The women recruited as DOS slaves, as they recounted on the stand, were told to give up “collateral” as the price of entry, such as videos of themselves masturbating or postmarked “confessions” that relatives or loved ones had sexually abused them. They were told to text their “masters” up-close photos of their unshaven vulvas, always keeping their faces in the shot so they were fully identifiable. They were told to stick to low-calorie diets, to wake up in the middle of the night to respond to “readiness drills” or texts from their “masters” or risk being paddled, and to abstain from sexual activity with anyone but Raniere. They talked about how they were instructed to buy BDSM sex toys as part of a “dungeon” to be built in the basement of DOS headquarters that would include cages, vibrating rubber paddles, and “puppy plugs … perfect for puppy play or naughty slaves.” (Plans for the dungeon were scrapped when the Feds started closing in.) Many, though not all of them, were branded, and they talked about how excruciatingly painful it was: how you could hear the cauterizing pen sizzle against raw skin, how one woman squealed and screamed so loud and so long that the women gave her a cloth to bite on.

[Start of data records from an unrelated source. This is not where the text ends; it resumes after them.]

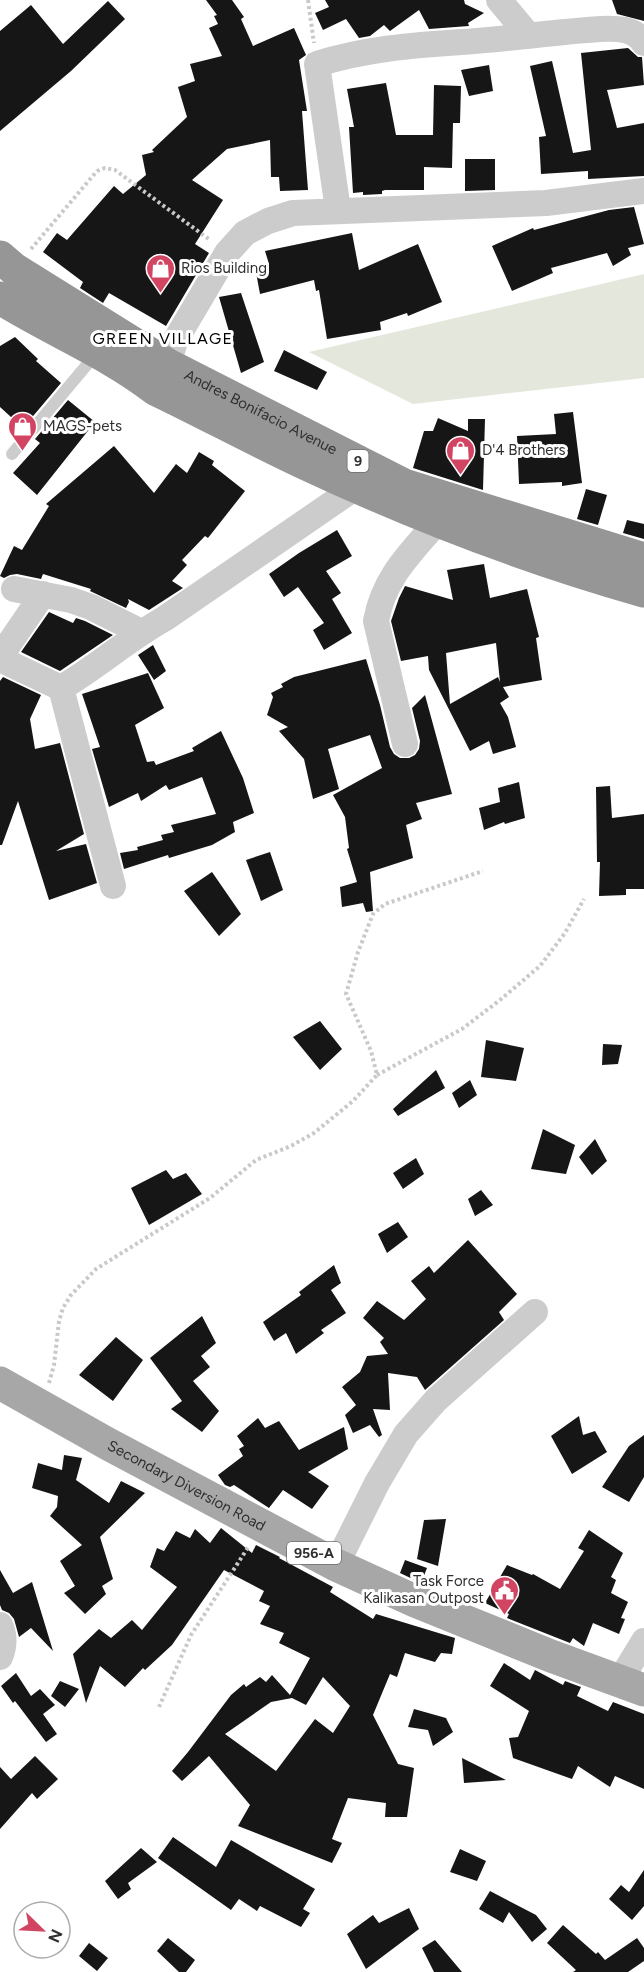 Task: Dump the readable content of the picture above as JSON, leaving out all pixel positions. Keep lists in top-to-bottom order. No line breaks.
{"streets":{"highway":["Andres Bonifacio Avenue","9"],"main road":["Secondary Diversion Road","956-A"]},"districts":["GREEN VILLAGE"],"places":{"shop":["Rios Building","MAGS-pets","D'4 Brothers"],"public building":["Task Force Kalikasan Outpost"]},"north":"bottom right"} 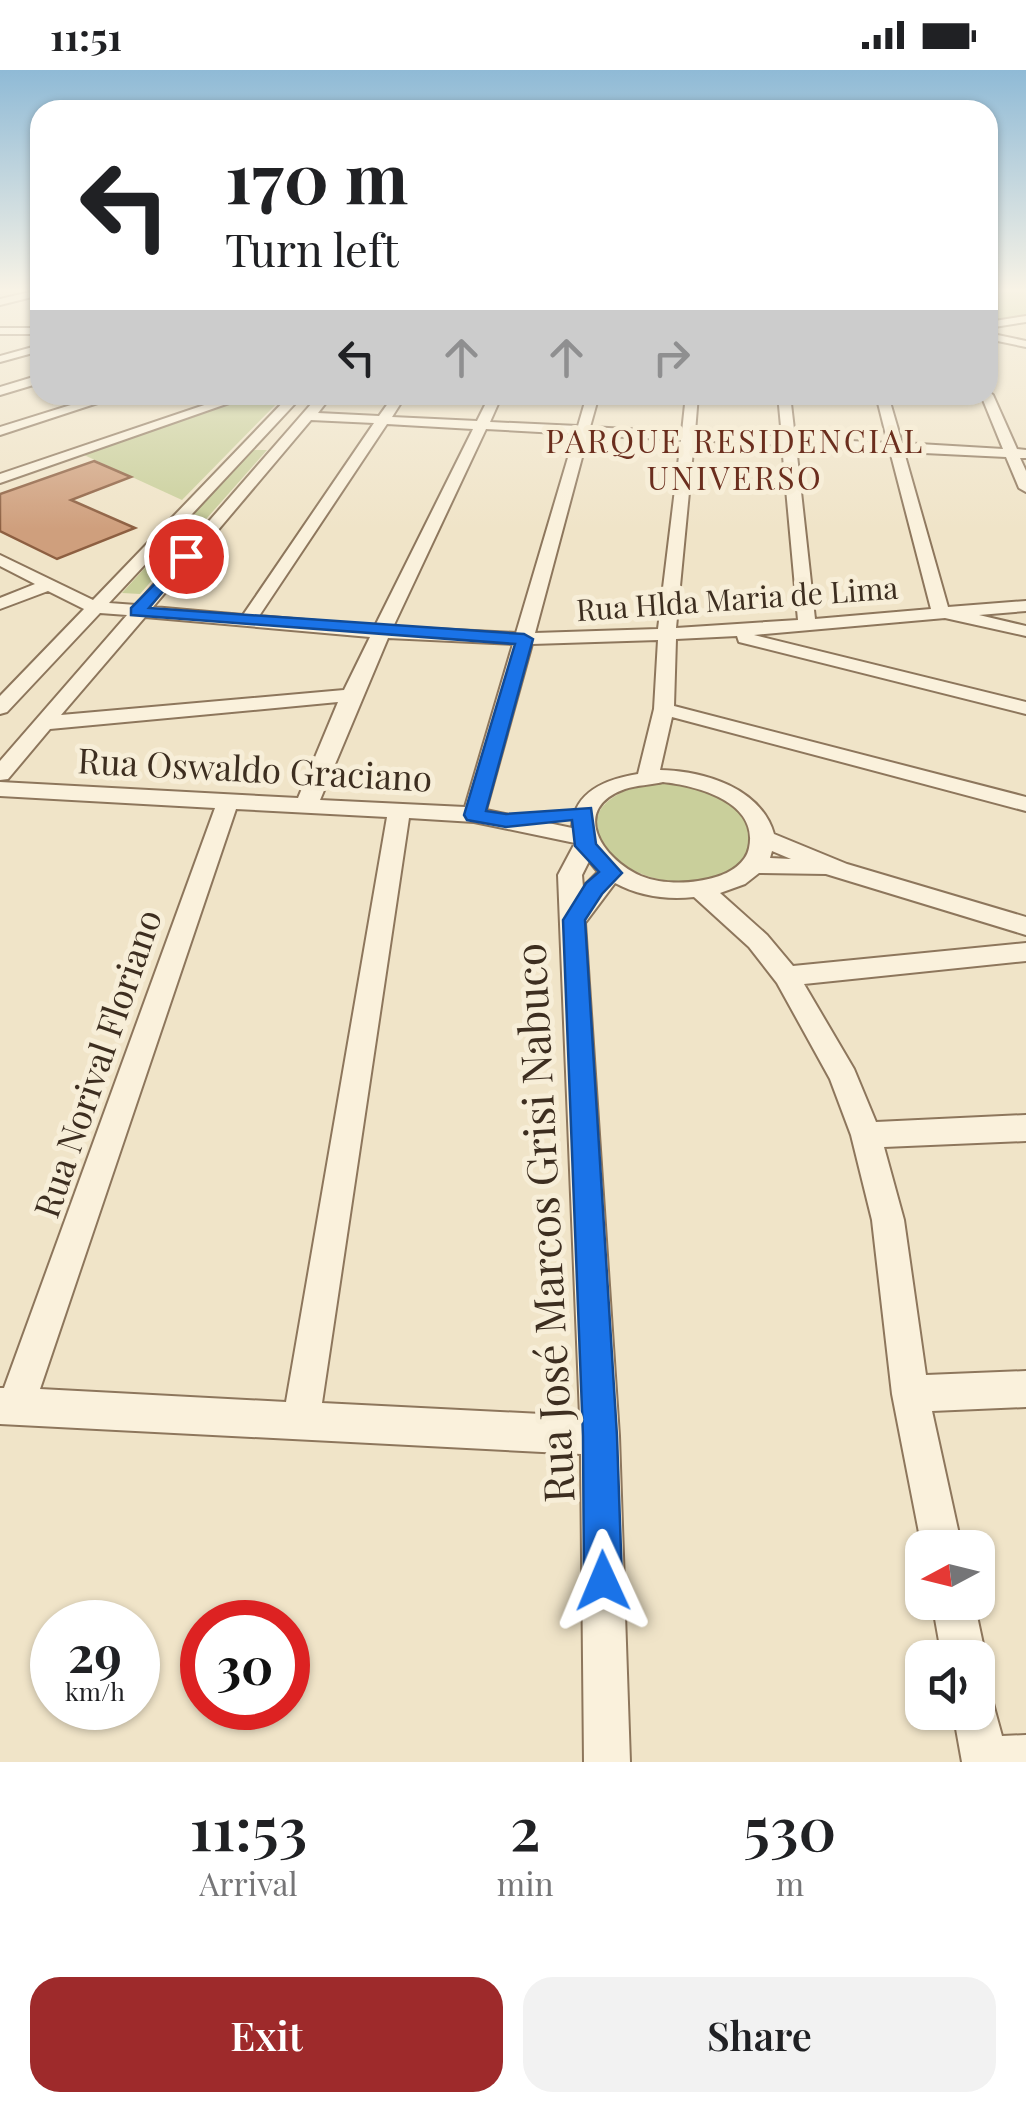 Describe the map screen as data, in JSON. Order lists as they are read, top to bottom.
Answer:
{
  "streets": {
    "street": [
      "Rua Hlda Maria de Lima",
      "Rua Oswaldo Graciano",
      "Rua Norival Floriano",
      "Rua José Marcos Grisi Nabuco"
    ]
  },
  "crossings": [
    ["Rua Oswaldo Graciano", "Rua Norival Floriano"],
    ["Rua Oswaldo Graciano", "Rua José Marcos Grisi Nabuco"]
  ],
  "districts": ["PARQUE RESIDENCIAL UNIVERSO"],
  "north": "left",
  "page": {
    "status": "11:51",
    "turn": ["170 m", "Turn left"],
    "speed": "29 km/h",
    "limit": "30",
    "eta": [
      "11:53",
      "Arrival",
      "2",
      "min",
      "530",
      "m"
    ],
    "buttons": ["Exit", "Share"]
  }
}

DOS slaves weren’t told that they were being branded with Raniere’s initials, nor were they told that Raniere was the mastermind behind the group. Instead, they were told by Mack and other top-line “masters” that DOS was a badass, if slightly unorthodox, feminist group meant to help women build discipline and overcome their intimacy issues. As assistant U.S. attorney Tanya Hajaar put it during opening remarks, “The defendant maintained a charade: Even though he controlled the victims’ lives, it was about female empowerment.” Through it all, Raniere sat quietly, occasionally scribbling notes on Post-Its to his attorney. On most days, he wore a jewel-toned crewneck and khakis, looking less like the head of a BDSM sex cult than a Latin instructor at a New England prep school.
This contrast between Raniere’s nebbishy, avuncular appearance and his seduction abilities was the second-most frequent topic of conversation among the press during breaks in the trial.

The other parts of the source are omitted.